** DIRECTIONS FOR THIS TASK **
Take the line containing "thumb tip: (569, 377)" and all lines after it to the end of the records, and output them exactly.

** PROVIDED RECORDS **
--- START ---

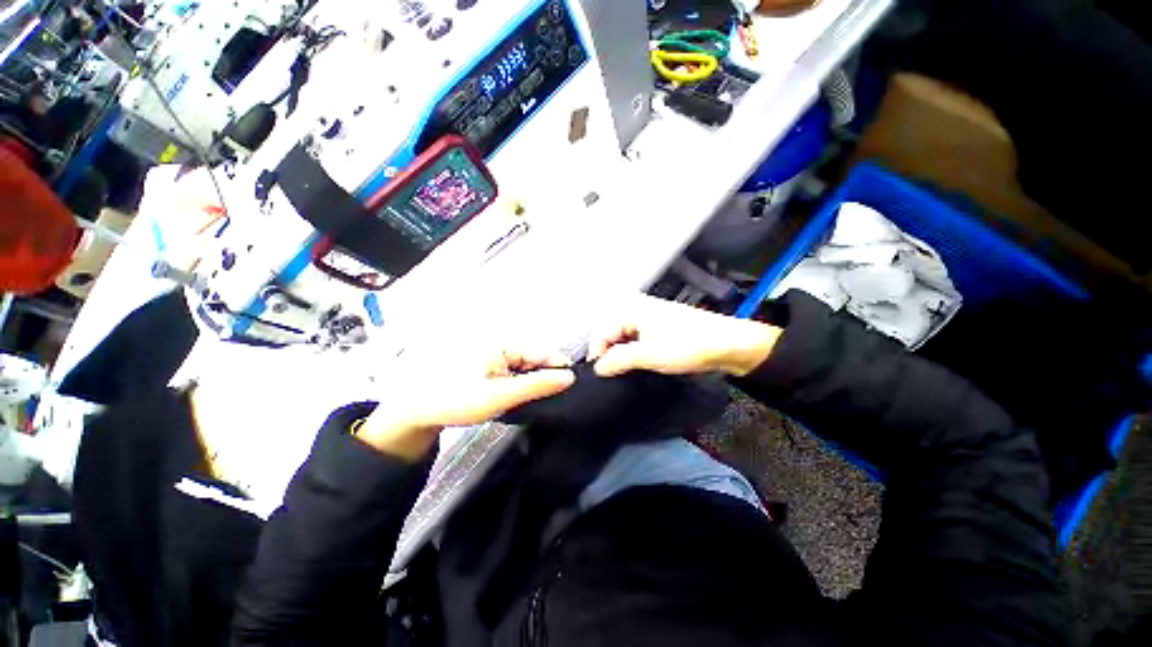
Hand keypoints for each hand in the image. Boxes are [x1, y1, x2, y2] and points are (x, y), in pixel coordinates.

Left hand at [359, 346, 575, 460]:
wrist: (418, 410)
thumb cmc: (457, 399)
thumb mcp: (501, 395)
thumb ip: (537, 385)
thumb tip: (569, 377)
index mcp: (504, 344)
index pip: (543, 352)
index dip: (560, 369)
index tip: (574, 387)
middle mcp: (502, 345)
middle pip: (536, 360)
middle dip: (546, 378)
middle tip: (555, 400)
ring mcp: (496, 356)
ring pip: (526, 368)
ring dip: (534, 383)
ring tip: (540, 401)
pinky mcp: (491, 367)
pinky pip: (515, 373)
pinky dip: (521, 385)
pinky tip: (522, 398)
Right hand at [588, 295, 781, 378]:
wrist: (728, 344)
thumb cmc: (691, 344)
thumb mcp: (649, 355)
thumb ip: (618, 360)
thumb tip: (599, 367)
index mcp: (632, 308)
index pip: (603, 333)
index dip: (598, 355)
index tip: (599, 375)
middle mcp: (638, 308)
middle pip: (613, 334)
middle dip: (611, 355)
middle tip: (614, 375)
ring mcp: (649, 317)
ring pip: (625, 338)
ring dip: (624, 355)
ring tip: (628, 372)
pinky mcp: (660, 326)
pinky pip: (638, 339)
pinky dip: (636, 353)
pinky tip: (640, 364)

--- END ---

** RESPONSE FOR THIS EXERCISE **
thumb tip: (569, 377)
index mcp: (504, 344)
index pip: (543, 352)
index dip: (560, 369)
index tip: (574, 387)
middle mcp: (502, 345)
middle pip: (536, 360)
middle dip: (546, 378)
middle tip: (555, 400)
ring mcp: (496, 356)
ring pip: (526, 368)
ring dip: (534, 383)
ring tip: (540, 401)
pinky mcp: (491, 367)
pinky pip: (515, 373)
pinky dip: (521, 385)
pinky tip: (522, 398)
Right hand at [588, 295, 781, 378]:
wrist: (728, 344)
thumb cmc: (691, 344)
thumb mcp: (649, 355)
thumb ip: (618, 360)
thumb tip: (599, 367)
index mcp: (632, 308)
index pip: (603, 333)
index dip: (598, 355)
index tip: (599, 375)
middle mcp: (638, 308)
middle pip: (613, 334)
middle dip: (611, 355)
middle tip: (614, 375)
ring mcp: (649, 317)
ring pip: (625, 338)
ring dip: (624, 355)
ring tip: (628, 372)
pinky mcp: (660, 326)
pinky pip: (638, 339)
pinky dip: (636, 353)
pinky tip: (640, 364)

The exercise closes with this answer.